## [Directions]
Set every entry below down once more, exactly as it stands, without images.

==============================

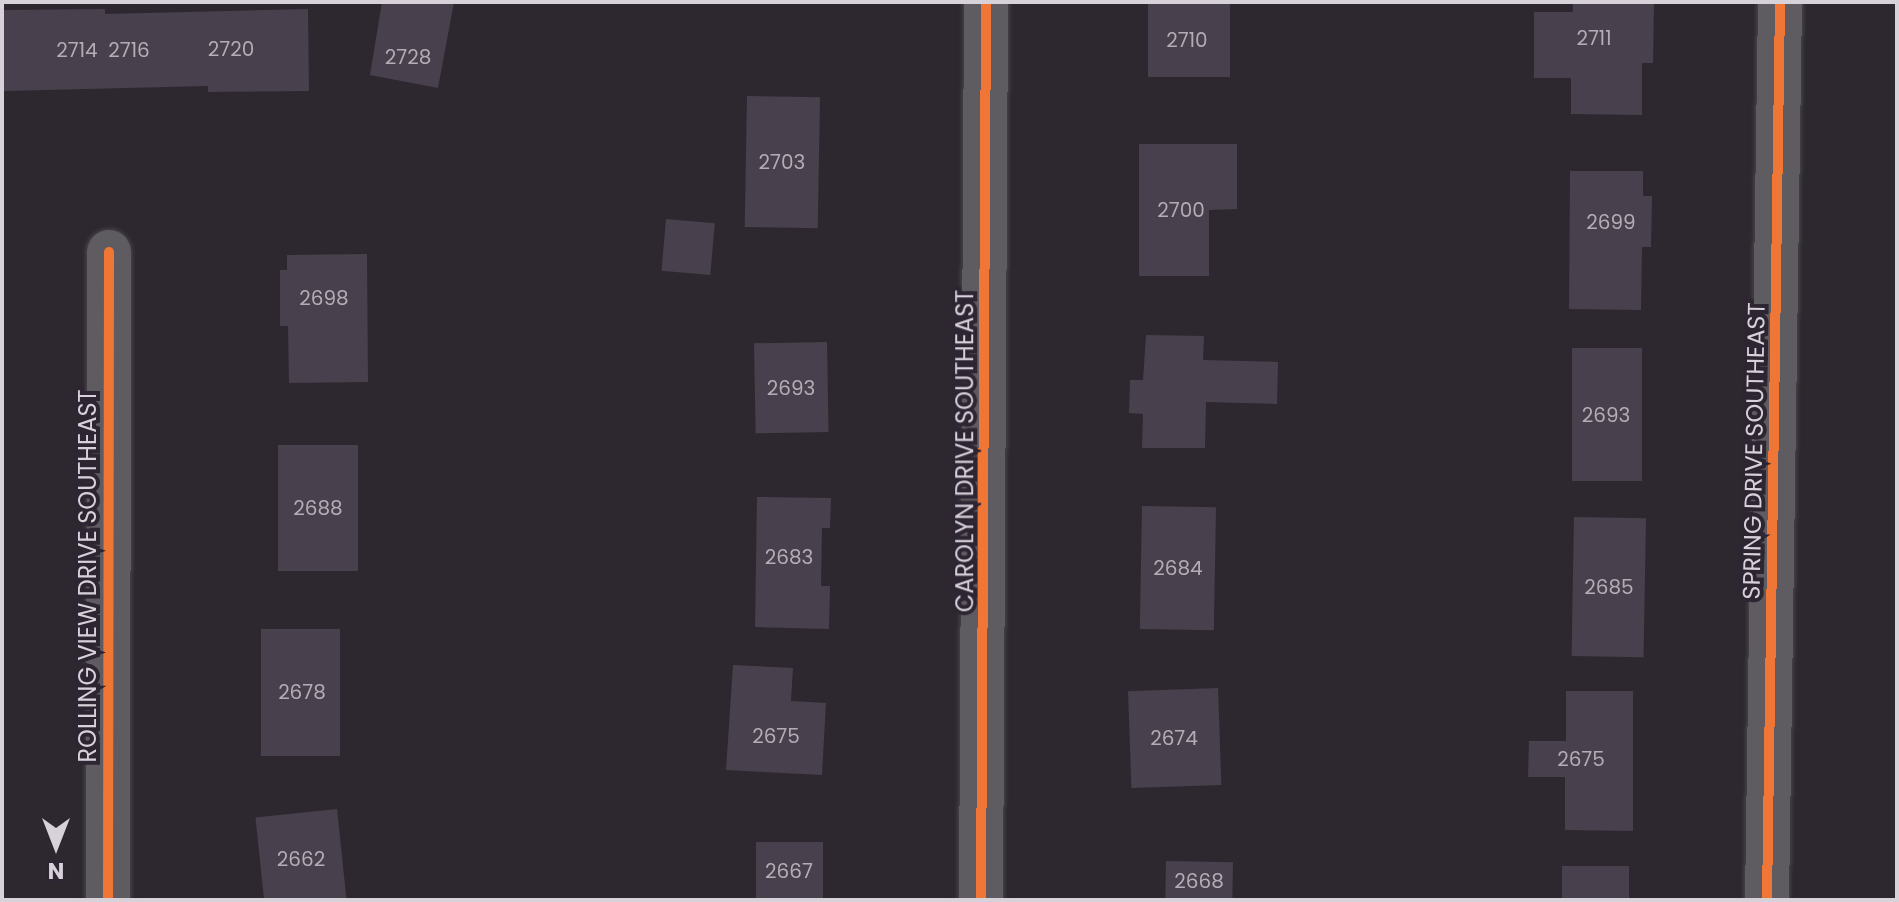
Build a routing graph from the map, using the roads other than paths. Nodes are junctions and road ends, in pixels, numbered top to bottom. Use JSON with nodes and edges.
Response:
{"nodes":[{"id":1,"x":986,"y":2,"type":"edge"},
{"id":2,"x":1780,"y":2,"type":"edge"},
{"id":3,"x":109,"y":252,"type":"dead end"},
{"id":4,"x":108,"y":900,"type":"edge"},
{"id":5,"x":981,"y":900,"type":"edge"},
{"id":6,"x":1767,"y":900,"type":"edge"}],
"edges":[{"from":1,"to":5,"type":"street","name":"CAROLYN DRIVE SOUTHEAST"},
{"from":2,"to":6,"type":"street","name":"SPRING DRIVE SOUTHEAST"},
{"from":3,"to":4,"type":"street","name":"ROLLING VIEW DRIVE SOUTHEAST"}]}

==============================

## [Output below]
Build a routing graph from the map, using the roads other than paths. Nodes are junctions and road ends, in pixels, numbered top to bottom. Use JSON with nodes and edges.
Response:
{"nodes":[{"id":1,"x":986,"y":2,"type":"edge"},
{"id":2,"x":1780,"y":2,"type":"edge"},
{"id":3,"x":109,"y":252,"type":"dead end"},
{"id":4,"x":108,"y":900,"type":"edge"},
{"id":5,"x":981,"y":900,"type":"edge"},
{"id":6,"x":1767,"y":900,"type":"edge"}],
"edges":[{"from":1,"to":5,"type":"street","name":"CAROLYN DRIVE SOUTHEAST"},
{"from":2,"to":6,"type":"street","name":"SPRING DRIVE SOUTHEAST"},
{"from":3,"to":4,"type":"street","name":"ROLLING VIEW DRIVE SOUTHEAST"}]}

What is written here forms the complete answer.